THE CON: Lowell Birrell’s game was to merge two companies – one strong and the other weak or failing – and issue new stock on the phony combined assets. His fraud cost investors millions and caused eight companies to declare bankruptcy.
THE DAMAGE: Eight companies went bankrupt and investors lost $14 million, or about $103 million today.
THE OUTCOME: Investors lost $14 million, while eight companies went bankrupt. After hiding in Brazil for seven years, Birrell returned to the U.S. and spent two years in prison. Not long after his release, he was convicted of wire fraud and sent back behind bars.
Lowell Birrell stole from a dozen companies and drove as many into the ground before his shady maneuvers caught the attention of the Securities and Exchange Commission.
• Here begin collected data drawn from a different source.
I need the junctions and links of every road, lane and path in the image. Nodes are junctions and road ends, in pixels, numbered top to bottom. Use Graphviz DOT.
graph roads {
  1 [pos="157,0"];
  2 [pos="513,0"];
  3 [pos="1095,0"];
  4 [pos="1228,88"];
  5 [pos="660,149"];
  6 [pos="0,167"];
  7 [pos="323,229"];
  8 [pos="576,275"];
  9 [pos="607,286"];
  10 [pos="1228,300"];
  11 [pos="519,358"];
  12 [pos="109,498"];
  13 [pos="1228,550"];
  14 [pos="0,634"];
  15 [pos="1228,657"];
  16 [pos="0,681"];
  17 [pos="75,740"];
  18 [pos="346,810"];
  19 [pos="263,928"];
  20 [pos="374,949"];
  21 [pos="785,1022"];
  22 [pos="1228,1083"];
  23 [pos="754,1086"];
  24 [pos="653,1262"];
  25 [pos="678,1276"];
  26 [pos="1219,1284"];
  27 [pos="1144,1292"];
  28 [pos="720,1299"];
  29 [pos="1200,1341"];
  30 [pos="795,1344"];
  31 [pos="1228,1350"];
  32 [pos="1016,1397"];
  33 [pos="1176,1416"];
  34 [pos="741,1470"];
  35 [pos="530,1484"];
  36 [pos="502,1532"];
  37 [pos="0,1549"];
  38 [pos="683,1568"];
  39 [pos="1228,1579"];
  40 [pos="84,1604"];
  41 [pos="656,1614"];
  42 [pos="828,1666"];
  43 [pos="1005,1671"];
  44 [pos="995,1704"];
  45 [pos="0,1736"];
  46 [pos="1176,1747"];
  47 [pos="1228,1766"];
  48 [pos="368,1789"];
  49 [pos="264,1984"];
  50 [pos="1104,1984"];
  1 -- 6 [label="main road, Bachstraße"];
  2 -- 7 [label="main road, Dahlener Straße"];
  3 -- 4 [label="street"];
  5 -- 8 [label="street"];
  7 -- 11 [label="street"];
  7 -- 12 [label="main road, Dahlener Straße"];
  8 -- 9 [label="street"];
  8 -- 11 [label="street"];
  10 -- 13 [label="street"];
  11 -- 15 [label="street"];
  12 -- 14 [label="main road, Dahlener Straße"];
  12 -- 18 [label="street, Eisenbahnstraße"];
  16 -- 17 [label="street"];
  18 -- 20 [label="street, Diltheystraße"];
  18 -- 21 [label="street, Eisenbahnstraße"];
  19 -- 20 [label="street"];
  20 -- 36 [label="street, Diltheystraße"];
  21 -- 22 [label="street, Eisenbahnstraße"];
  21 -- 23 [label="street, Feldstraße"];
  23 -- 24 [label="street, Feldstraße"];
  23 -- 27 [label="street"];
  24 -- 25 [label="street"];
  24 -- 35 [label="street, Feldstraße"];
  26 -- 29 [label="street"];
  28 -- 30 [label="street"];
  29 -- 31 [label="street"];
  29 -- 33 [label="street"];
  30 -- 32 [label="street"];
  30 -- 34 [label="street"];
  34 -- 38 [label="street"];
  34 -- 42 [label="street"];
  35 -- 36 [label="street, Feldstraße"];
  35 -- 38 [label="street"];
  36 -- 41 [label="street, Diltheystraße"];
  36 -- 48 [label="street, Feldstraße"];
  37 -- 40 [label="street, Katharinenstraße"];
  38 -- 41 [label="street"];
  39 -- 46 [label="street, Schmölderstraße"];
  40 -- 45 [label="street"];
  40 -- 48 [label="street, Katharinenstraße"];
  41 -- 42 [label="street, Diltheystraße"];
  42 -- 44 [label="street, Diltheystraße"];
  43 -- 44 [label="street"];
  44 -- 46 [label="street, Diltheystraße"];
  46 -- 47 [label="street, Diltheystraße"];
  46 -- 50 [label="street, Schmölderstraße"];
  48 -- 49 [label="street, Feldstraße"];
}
But just as the SEC launched an investigation in 1957, Birrell disappeared. Two years later, he turned up in Brazil with a fake passport. Accused of running a $14 million stock fraud, Birrell insisted it was just a big misunderstanding, a “complicated business problem.” Indeed, he was an expert at complicated business – and layers of complexity that masked the true nature of his business.
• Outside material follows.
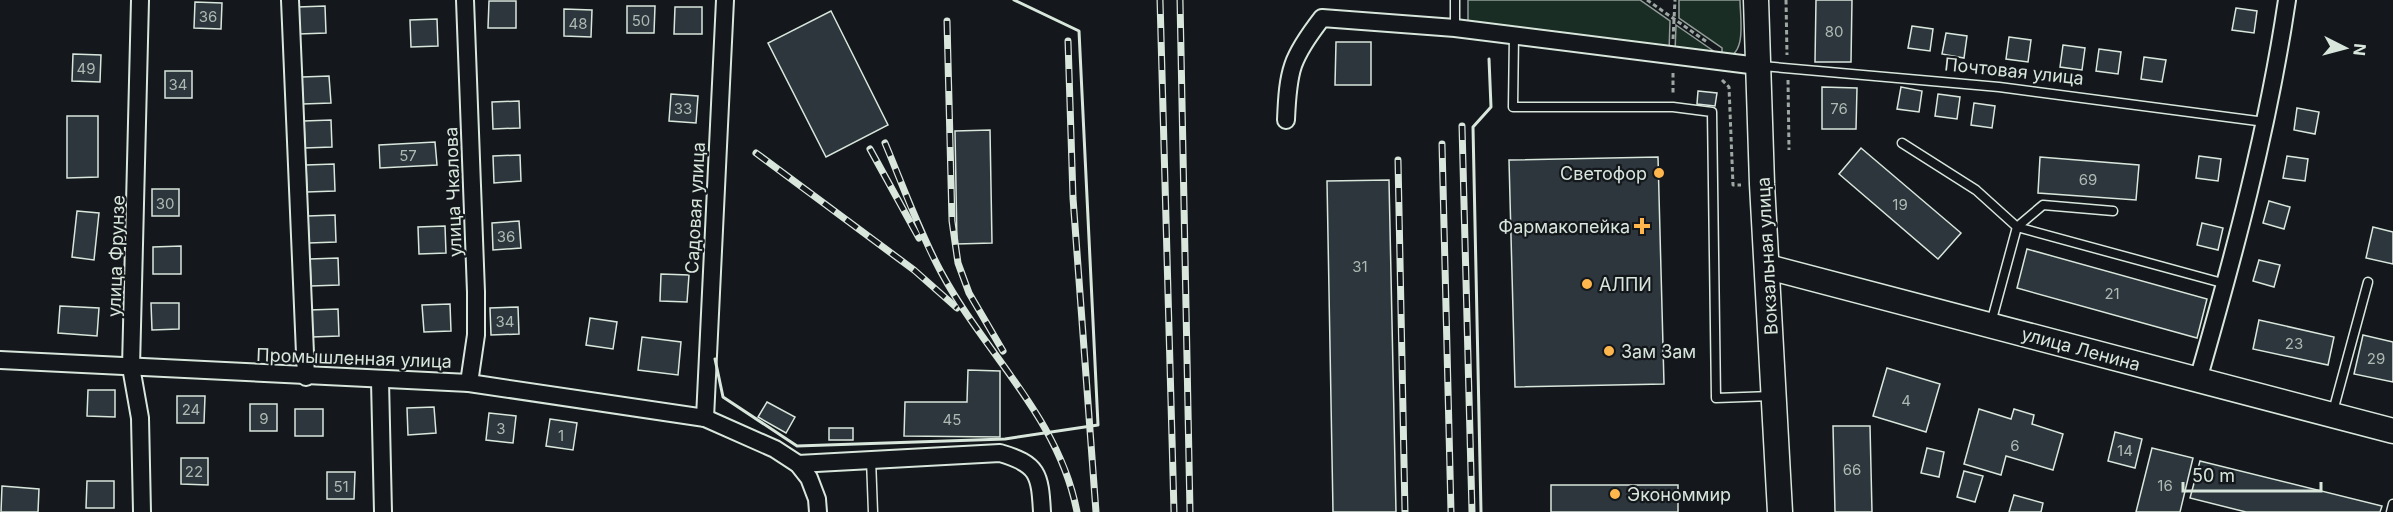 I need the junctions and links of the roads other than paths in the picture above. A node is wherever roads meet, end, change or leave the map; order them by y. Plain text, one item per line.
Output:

In the late 1950s, Birrell controlled a half a dozen major corporations. But unlike most businessmen, he wasn’t terribly interested in his products, which ranged from chemicals to insurance to oil. His primary concern was his stock, which seemed to hold infinite possibilities for profit. He orchestrated the mergers of two companies – one strong and the other failing or bankrupt – and issued new stock against the combined (and often fictitious) assets. Along with mergers, he secretly issued hundreds of thousands of shares to himself and put them on the market unregistered.
As president of the Swan-Finch Oil Corporation, Birrell increased the number of shares from 43,000 to 3 million. To create a veneer of legitimacy, he chose a well-regarded executive to serve as chairman. People in his inner circle, and the investors attracted to his stock by full-page ads in The New York Times, had no idea that Birrell was - as the SEC later put it - “the most brilliant manipulator of corporations in modern times.”
It was a quintessential Birrell move, in which he turned a property acquired for $250,000 into $2 million worth of stock, that caused the SEC to issue a subpoena in 1957. With the spotlight suddenly turned on him, Birrell fled to Cuba, leaving eight bankrupt companies in his wake. Two years later, he snuck into Rio de Janeiro, where he could hide without fear of extradition. But Brazilian authorities knew he entered the country with a fake Canadian passport and, seven years after he arrived, shipped him back to New York in 1964.
Meanwhile, a Federal grand jury issued in indictment against 14 men, including Birrell, for fraud, conspiracy and the illegal stock sale of American Leduc Petroleums, Ltd. During his trial in 1964, Birrell denied conspiring with more than a dozen brokerage firm officers to offload 3.5 million unregistered shares of stock at an average price of $1.05. The Government charged that the fraud cost the public as much as $20 million and sued Birrell for $18.6 million in unpaid taxes.
Convicted in 1967, Birrell spent nearly two years in jail awaiting his trial and sentencing. He was released on $30,000 bail in late 1968. Two years later he was convicted of wire fraud after he attempted to secure a $5,000 loan from a bank in Cincinnati using fake stock certificates as security. In 1970, he returned to jail for two years.